Any community effort requires organizing to get the work done, and some groups evolve as far as incorporating into a nonprofit structure. But is it the right path for your cause, or the right time? What other structures work, and under what circumstances? How do we evaluate multiple options and foresee the implications, both helpful and troublesome? Whether an independent nonprofit or not, our efforts also require governance and leadership – some formal, some loosely structured. How do we make sure our governance practices add value, not burdens? And… there’s that pesky question of fundraising – exciting to some, terrifying to others.
The root skills of building strong teamwork underlie all of these questions, as does having a “toolbox” of strategies to pull out at the right time. Participants will come away with:
- Practical take-home tools for navigating organizational life cycles,
- Structural options to governance approaches,
- Team-building,
- Mission-driven fundraising practices that appeal to a broad range of personal styles.

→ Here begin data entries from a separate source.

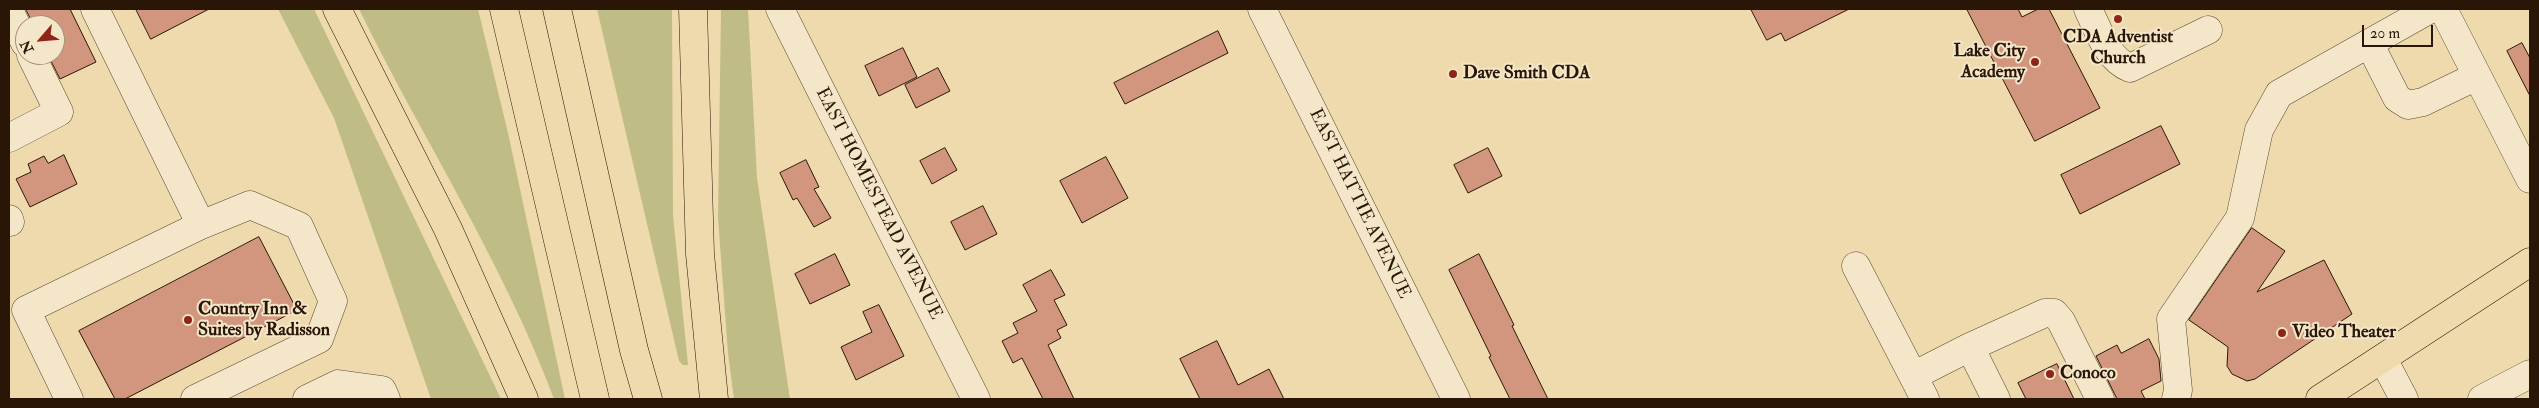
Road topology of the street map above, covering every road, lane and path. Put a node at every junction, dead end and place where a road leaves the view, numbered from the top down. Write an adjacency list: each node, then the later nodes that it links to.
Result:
1 (95, 9): 19 (street)
2 (337, 9): 30 (main road)
3 (504, 9): 31 (main road)
4 (557, 9): 32 (main road)
5 (693, 9): 33 (main road)
6 (780, 9): 34 (street, EAST HOMESTEAD AVENUE)
7 (1262, 9): 35 (street, EAST HATTIE AVENUE)
8 (2088, 9): 13 (street)
9 (2430, 9): 14 (street)
10 (2443, 9): 16 (street)
11 (9, 10): 12 (street)
12 (15, 22)
13 (2208, 30)
14 (2369, 43): 16 (street); 38 (street)
15 (36, 65): 17 (street)
16 (2477, 76): 18 (street)
17 (9, 138)
18 (2530, 179)
19 (201, 225): 26 (street); 27 (street)
20 (2530, 262): 23 (main road)
21 (1856, 266): 25 (street)
22 (1970, 347): 25 (street); 36 (street); 37 (street)
23 (2383, 359): 39 (main road); 40 (street)
24 (2530, 374): 41 (street)
25 (1919, 388)
26 (69, 399)
27 (195, 399)
28 (307, 399): 29 (street)
29 (386, 399)
30 (524, 399)
31 (595, 399)
32 (648, 399)
33 (714, 399)
34 (976, 399)
35 (1456, 399)
36 (1996, 399)
37 (2100, 399)
38 (2176, 399)
39 (2320, 399)
40 (2404, 399)
41 (2482, 399)

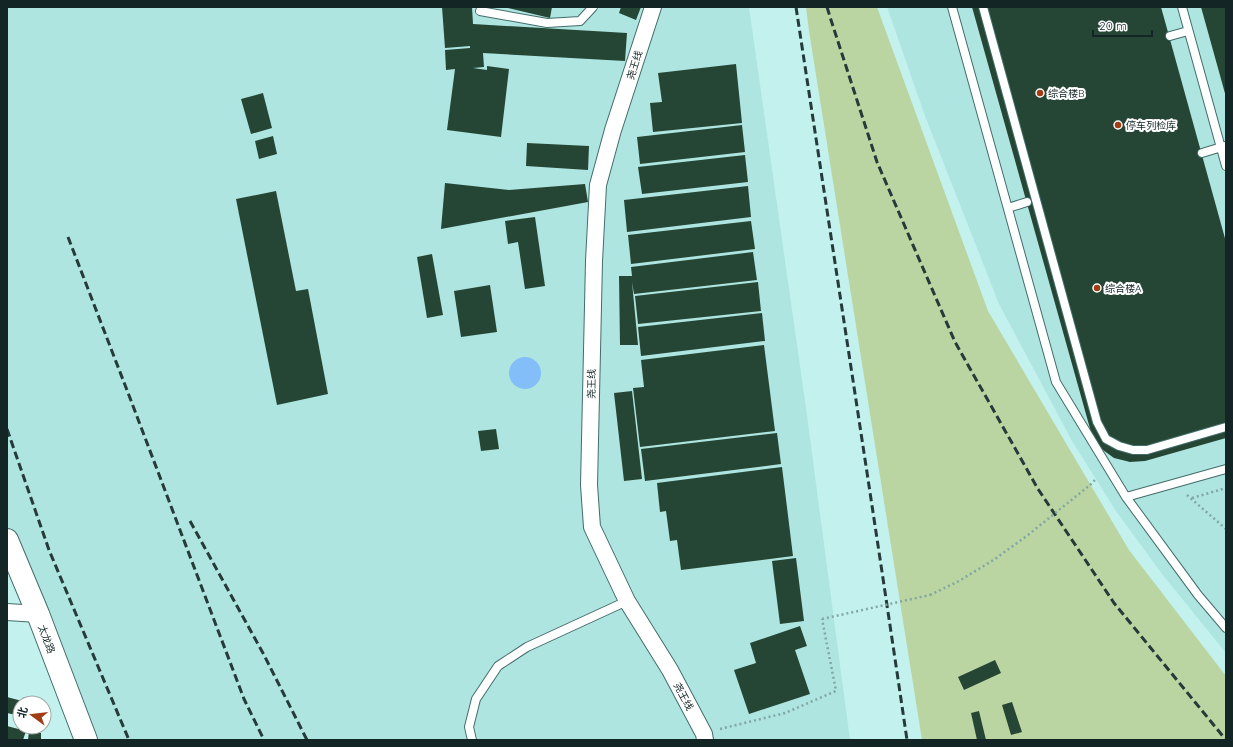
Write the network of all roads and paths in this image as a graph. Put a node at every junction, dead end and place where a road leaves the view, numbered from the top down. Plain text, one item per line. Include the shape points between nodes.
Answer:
1 (593, 7) edge
2 (653, 7) edge
3 (952, 7) edge
4 (983, 7) edge
5 (1182, 7) edge
6 (480, 11) dead end
7 (1188, 31) junction
8 (1170, 36) dead end
9 (1223, 147) edge
10 (1202, 153) dead end
11 (1226, 166) edge
12 (1027, 202) dead end
13 (1008, 208) junction
14 (1226, 427) edge
15 (1226, 469) edge
16 (1095, 480) dead end
17 (1226, 488) edge
18 (1126, 498) junction
19 (1226, 529) edge
20 (7, 540) edge
21 (627, 601) junction
22 (7, 612) edge
23 (38, 614) junction
24 (1226, 628) edge
25 (705, 737) edge
26 (86, 740) edge
27 (472, 740) edge

1 - 6 lane via 580,21 547,23
2 - 21 street, 尧王线 via 598,185 594,261 589,485 592,527
3 - 13 lane
4 - 14 lane, bridge via 1097,422 1106,439 1132,450 1147,450
5 - 7 lane
7 - 8 lane
7 - 9 lane
9 - 10 lane
9 - 11 lane
12 - 13 lane
13 - 18 lane via 1056,382
15 - 18 lane
16 - 25 path, bridge via 1028,535 958,581 930,595 822,619 836,691 785,712
17 - 19 path via 1191,498
18 - 24 lane via 1198,595
20 - 23 street, 太龙路
21 - 25 street, 尧王线 via 670,670
21 - 27 lane via 527,647 498,666 476,699 469,727
22 - 23 street
23 - 26 street, 太龙路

Workshop Track 3: Building a Stronger Cross-class, Multiracial Grassroots Movement
Workshop facilitators: Shane Lloyd and Liz Padget through Class Action. Class Action provides a dynamic framework and analysis, as well as a safe space, for people of all backgrounds to identify and address issues of class, classism and race/class intersections through powerful interactive trainings, workshops, presentations, organizational consulting, and public education.
"Why have we seen so few cross-class, multiracial movements in the US?"

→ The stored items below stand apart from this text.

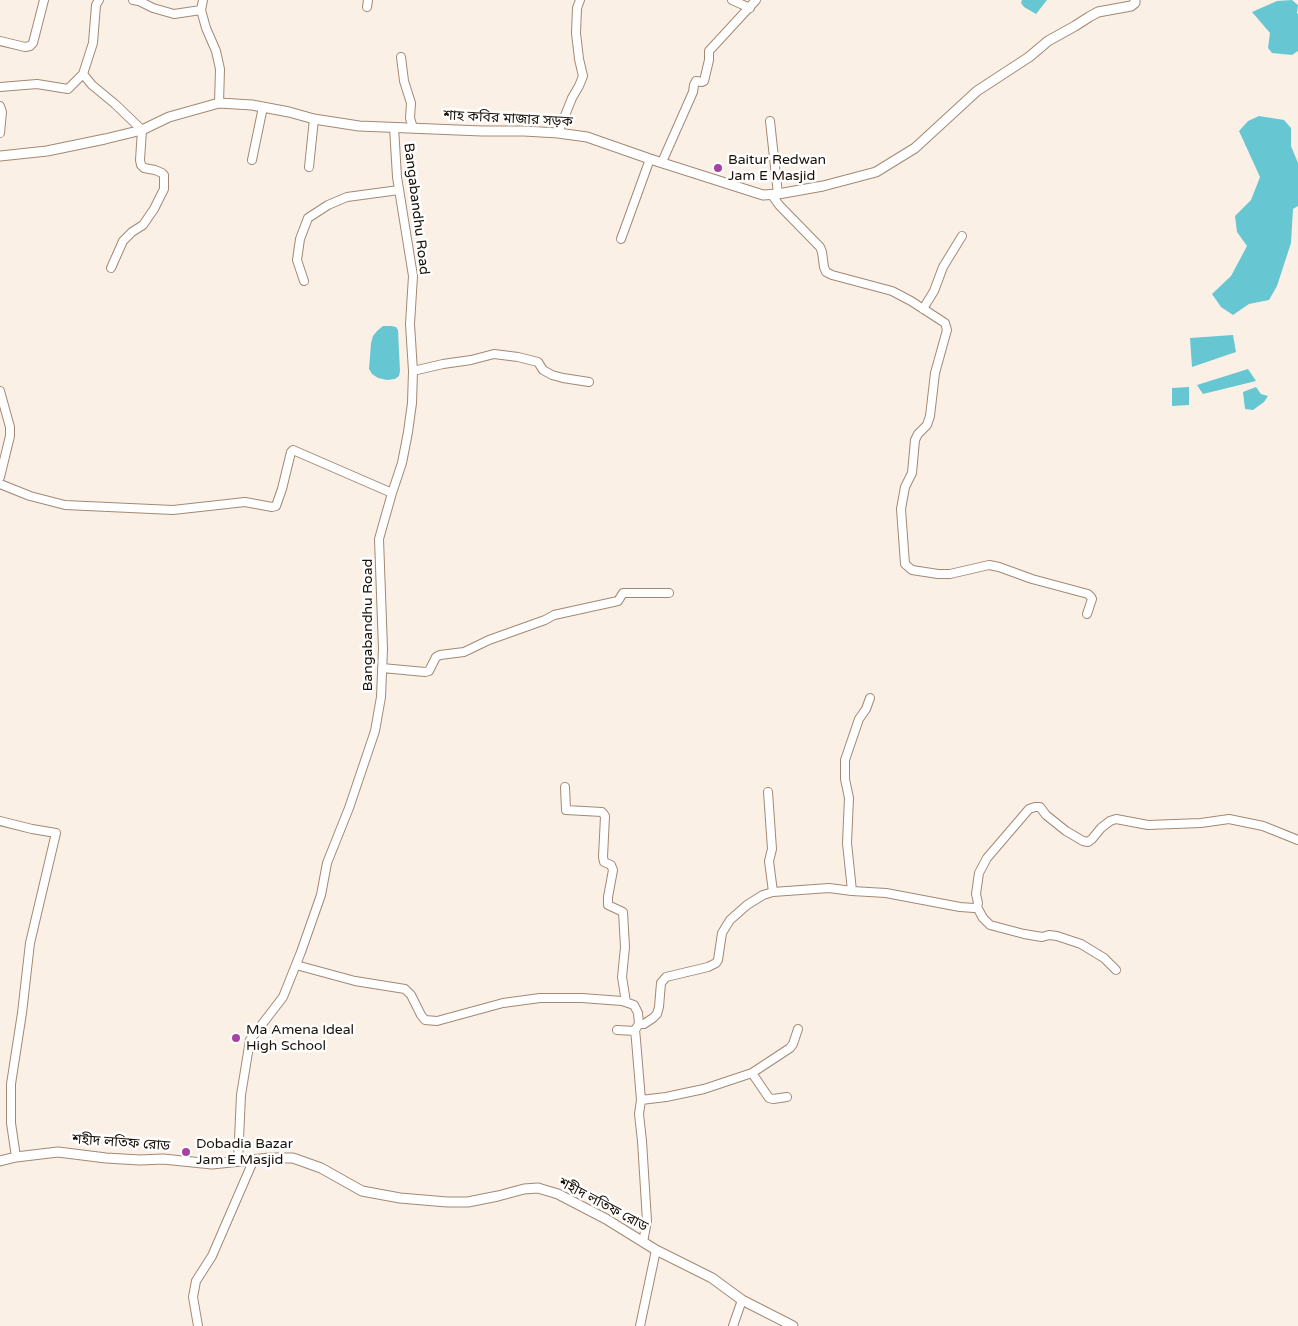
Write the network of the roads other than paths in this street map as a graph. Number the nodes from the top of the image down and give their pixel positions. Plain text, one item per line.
1 (44, 0) edge
2 (99, 0) edge
3 (132, 0) edge
4 (203, 0) edge
5 (580, 0) edge
6 (732, 0) edge
7 (756, 0) edge
8 (1135, 0) edge
9 (750, 8) junction
10 (201, 10) junction
11 (0, 41) edge
12 (401, 57) dead end
13 (83, 74) junction
14 (0, 87) edge
15 (218, 103) junction
16 (0, 106) edge
17 (262, 107) junction
18 (314, 120) junction
19 (770, 121) dead end
20 (394, 127) junction
21 (413, 128) junction
22 (142, 130) junction
23 (0, 133) edge
24 (558, 133) junction
25 (0, 156) edge
26 (650, 159) junction
27 (252, 160) dead end
28 (662, 162) junction
29 (309, 167) dead end
30 (399, 190) junction
31 (775, 194) junction
32 (962, 236) dead end
33 (621, 239) dead end
34 (111, 268) dead end
35 (304, 281) dead end
36 (923, 309) junction
37 (413, 371) junction
38 (589, 382) dead end
39 (0, 391) edge
40 (0, 478) edge
41 (0, 484) edge
42 (392, 493) junction
43 (669, 593) dead end
44 (1087, 614) dead end
45 (382, 668) junction
46 (870, 698) dead end
47 (566, 787) dead end
48 (768, 792) dead end
49 (0, 821) edge
50 (1298, 840) edge
51 (852, 891) junction
52 (773, 892) junction
53 (977, 906) junction
54 (296, 965) junction
55 (1116, 970) dead end
56 (626, 1002) junction
57 (637, 1027) junction
58 (798, 1029) dead end
59 (618, 1030) dead end
60 (752, 1073) junction
61 (788, 1097) dead end
62 (640, 1100) junction
63 (16, 1156) junction
64 (254, 1159) junction
65 (0, 1161) edge
66 (238, 1162) junction
67 (643, 1242) junction
68 (656, 1250) junction
69 (742, 1300) junction
70 (198, 1326) edge
71 (640, 1326) edge
72 (733, 1326) edge
73 (793, 1326) edge

1 - 11 street
2 - 13 street
3 - 10 street
4 - 10 street
5 - 24 street
6 - 9 street
7 - 9 street
8 - 31 street, শাহ কবির মাজার সড়ক
9 - 28 street
10 - 15 street
12 - 21 street
13 - 14 street
13 - 22 street
15 - 17 street, শাহ কবির মাজার সড়ক
15 - 22 street, শাহ কবির মাজার সড়ক
16 - 23 street
17 - 18 street, শাহ কবির মাজার সড়ক
17 - 27 street
18 - 20 street, শাহ কবির মাজার সড়ক
18 - 29 street
19 - 31 street
20 - 21 street, শাহ কবির মাজার সড়ক
20 - 30 street, Bangabandhu Road
21 - 24 street, শাহ কবির মাজার সড়ক
22 - 25 street, শাহ কবির মাজার সড়ক
22 - 34 street
24 - 26 street, শাহ কবির মাজার সড়ক
26 - 28 street, শাহ কবির মাজার সড়ক
26 - 33 street
28 - 31 street, শাহ কবির মাজার সড়ক
30 - 35 street
30 - 37 street, Bangabandhu Road
31 - 36 street
32 - 36 street
36 - 44 street
37 - 38 street
37 - 42 street, Bangabandhu Road
39 - 40 street
41 - 42 street
42 - 45 street, Bangabandhu Road
43 - 45 street
45 - 54 street, Bangabandhu Road
46 - 51 street
47 - 56 street
48 - 52 street
49 - 63 street
50 - 53 street
51 - 52 street
51 - 53 street
52 - 57 street
53 - 55 street
54 - 56 street
54 - 66 street, Bangabandhu Road
56 - 57 street
57 - 59 street
57 - 62 street
58 - 60 street
60 - 61 street
60 - 62 street
62 - 67 street
63 - 65 street, শহীদ লতিফ রোড
63 - 66 street, শহীদ লতিফ রোড
64 - 66 street, শহীদ লতিফ রোড
64 - 67 street, শহীদ লতিফ রোড
64 - 70 street
67 - 68 street, শহীদ লতিফ রোড
68 - 69 street, শহীদ লতিফ রোড
68 - 71 street
69 - 72 street
69 - 73 street, শহীদ লতিফ রোড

"Does your group struggle with recruiting and retaining members from different race and class backgrounds?"
Building on insights from the groundbreaking new book "Missing Class: Strengthening Social Movement Groups by Seeing Class Cultures," this highly participatory workshops, created by activists for activists, enables participants to look through a class lens at their own social justice work, and offers tools to build alliances for social change across race and class.
Through this process, activists and community organizers can learn how to address class barriers that hamper their effectiveness and come together to win more gains. Participants will leave knowing how to:
Identify activist class culture differences;
Gain cultural competence to draw from the strengths of all class cultures;
Create an organizational culture that is fully welcoming and respectful of all race and class backgrounds;
Amplify the voices of people of color, working-class and poor activists to build stronger a stronger movement.
Workshop Track 4: Personal Leadership - Working for Change from the Inside Out
Workshop facilitator: Amanda Silver, Principal of Amanda Silver Consulting, works with social change leaders and organizations to create thriving work environments that support high performance, creativity, and impact.
"How might I develop my leadership so that I model the change I seek in the world?"
"How does purpose connect to my leadership?"
"What are some communication, self-care and time management skills I need to be an effective, sustainable, and powerful change agent for my group and community?"
This session is for group leaders who want to (re-)connect to their priorities, (re-)energize around their leadership, and (re-)learn strategies to prevent burn-out, both personal and for their team. Outcomes from this workshop track will include:
- Exploring the practice of purpose in our work.
- Developing our skill in having difficult conversations that strengthen our ability to lead, manage conflict, and develop empathy.
- Identifying time-management and other strategies to promote sustainable leadership for the long-term.